In southern Italy, on the Holy Thursday before Easter, shoots are placed on the altar in the oratory where, according to Catholic liturgy, the Eucharist is kept. Meanwhile, the Jewish community in Rome maintains a ritual custom of shoots that dates back to the Middle Ages, during the festivals of Rosh Hashanah and Yom Kippur.
Our European tour ends on 21 June, the summer solstice, in the small town of Bari Sardo in Sardinia, Italy. Here we can witness a procession of women carrying nenniri, or shoots, on their heads in containers – topped by an impressive cane structure, decorated with delicately-shaped breads and seasonal fruit. The women walk through the streets to the sea, into which they throw their nenniri.
The thirteenth day
In South India, too, the Kallar women form a procession, carrying shoots on their heads. They end their ceremonial journey by dancing around the shoots before flinging them into the water.

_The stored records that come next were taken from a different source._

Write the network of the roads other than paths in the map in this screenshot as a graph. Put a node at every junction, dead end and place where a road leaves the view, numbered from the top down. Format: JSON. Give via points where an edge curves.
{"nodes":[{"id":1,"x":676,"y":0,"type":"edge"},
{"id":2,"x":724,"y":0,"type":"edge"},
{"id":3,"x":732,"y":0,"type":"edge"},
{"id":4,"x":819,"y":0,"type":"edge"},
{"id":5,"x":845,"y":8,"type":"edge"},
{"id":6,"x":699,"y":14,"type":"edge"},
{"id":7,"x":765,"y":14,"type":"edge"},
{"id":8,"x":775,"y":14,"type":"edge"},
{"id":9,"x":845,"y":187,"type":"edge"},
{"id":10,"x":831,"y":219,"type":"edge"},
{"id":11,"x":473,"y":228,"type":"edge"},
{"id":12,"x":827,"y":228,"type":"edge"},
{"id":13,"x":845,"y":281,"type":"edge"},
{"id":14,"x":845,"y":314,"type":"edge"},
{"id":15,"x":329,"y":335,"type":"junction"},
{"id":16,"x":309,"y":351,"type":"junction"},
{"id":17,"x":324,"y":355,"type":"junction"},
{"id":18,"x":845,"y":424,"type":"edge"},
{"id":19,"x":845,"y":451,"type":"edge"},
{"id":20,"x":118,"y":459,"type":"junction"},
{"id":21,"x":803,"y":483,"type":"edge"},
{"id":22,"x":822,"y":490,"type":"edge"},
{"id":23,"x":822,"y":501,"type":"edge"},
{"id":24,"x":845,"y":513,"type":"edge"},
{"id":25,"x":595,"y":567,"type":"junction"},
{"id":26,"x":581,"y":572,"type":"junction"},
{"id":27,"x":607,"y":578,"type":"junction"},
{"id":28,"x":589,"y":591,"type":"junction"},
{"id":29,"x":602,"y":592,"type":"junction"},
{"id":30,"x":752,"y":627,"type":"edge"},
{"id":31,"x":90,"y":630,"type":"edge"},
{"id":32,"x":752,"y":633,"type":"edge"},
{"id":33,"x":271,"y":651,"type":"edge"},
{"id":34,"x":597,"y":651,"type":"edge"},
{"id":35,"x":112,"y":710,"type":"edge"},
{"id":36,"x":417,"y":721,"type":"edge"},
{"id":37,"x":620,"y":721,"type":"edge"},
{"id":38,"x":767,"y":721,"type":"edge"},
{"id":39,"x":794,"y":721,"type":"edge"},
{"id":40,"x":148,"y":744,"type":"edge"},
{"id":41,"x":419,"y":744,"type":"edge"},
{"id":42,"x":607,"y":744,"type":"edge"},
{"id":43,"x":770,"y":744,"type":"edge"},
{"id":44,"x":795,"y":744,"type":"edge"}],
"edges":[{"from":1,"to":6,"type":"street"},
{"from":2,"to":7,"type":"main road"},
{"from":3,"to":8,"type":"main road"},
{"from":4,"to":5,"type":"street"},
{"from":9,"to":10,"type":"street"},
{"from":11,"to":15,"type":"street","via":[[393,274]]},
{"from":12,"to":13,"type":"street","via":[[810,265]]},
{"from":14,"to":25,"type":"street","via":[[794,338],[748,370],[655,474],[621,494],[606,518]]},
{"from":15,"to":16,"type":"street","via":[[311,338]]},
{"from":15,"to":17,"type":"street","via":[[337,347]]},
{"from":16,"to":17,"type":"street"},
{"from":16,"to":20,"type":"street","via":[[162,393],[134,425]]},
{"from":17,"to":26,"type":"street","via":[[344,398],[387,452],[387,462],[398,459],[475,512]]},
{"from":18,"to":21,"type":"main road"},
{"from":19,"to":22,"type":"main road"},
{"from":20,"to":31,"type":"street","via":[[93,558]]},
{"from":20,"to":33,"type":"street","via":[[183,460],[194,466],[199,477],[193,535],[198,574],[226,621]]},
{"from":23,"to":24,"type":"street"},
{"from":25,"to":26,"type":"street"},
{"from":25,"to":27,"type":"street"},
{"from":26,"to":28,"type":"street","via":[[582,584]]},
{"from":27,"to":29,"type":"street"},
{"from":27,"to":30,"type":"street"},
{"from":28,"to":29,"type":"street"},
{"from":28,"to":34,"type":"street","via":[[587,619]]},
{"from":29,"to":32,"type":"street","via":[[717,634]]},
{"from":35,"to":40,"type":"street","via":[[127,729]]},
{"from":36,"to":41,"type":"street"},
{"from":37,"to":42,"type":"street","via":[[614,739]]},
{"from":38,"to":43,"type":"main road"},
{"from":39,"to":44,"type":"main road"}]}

In Ancient Greece, the Gardens of Adonis were also consigned to the water, in fountains or the sea, after being carried over roof terraces – just as Mazdaean Iranians still do today in Yazd, and elsewhere in Iran.
In Iran, on the thirteenth day after Nowruz, everyone spends the day outdoors – eating, playing, singing and performing the final ritual: throwing the shoots into running water. But not before the girls have braided a few strands of the shoots, making a wish to find a husband in the coming year.
Nowruz is one of those celebrations that bring together societies that are distant from each other, both in space and time – the periodic return of vegetation is seen as a symbol of a new beginning of life. But while their germination symbolizes a renewal, the seeds also carry within them, all the troubles of the year that is ending. This ambivalent nature of the shoots makes it necessary to get rid of them, letting the waters carry our ills far away from us.
Nauryz, Navruz, Nawrouz, Nevruz, Nooruz, Novruz, Nowrouz, Nowruz! So many ways of writing the same word for this new year and spring festival celebrated notably in Afghanistan, Azerbaijan, India, Iran, Iraq, Kazakhstan, Kyrgyzstan, Pakistan, Tajikistan, Turkey, Turkmenistan and Uzbekistan. In 2009, the festival was inscribed on UNESCO’s Representative List of the Intangible Cultural Heritage of Humanity, before this inscription was extended to new countries in 2016. Since 2010, 21 March is celebrated as the International Day of Nowruz.
Italian anthropologist Salvatore D’Onofrio is a professor at the University of Palermo and a member of the Laboratory of Social Anthropology at the Collège de France, where he coordinates the Cahiers d’anthropologie sociale collection and is part of the “New Year Archives in Paris” working group. He is the author of Le matin des dieux. Du Norouz persan aux Pâques chrétiennes (The Morning of the Gods. From Persian Nowruz to Christian Easter, 2018).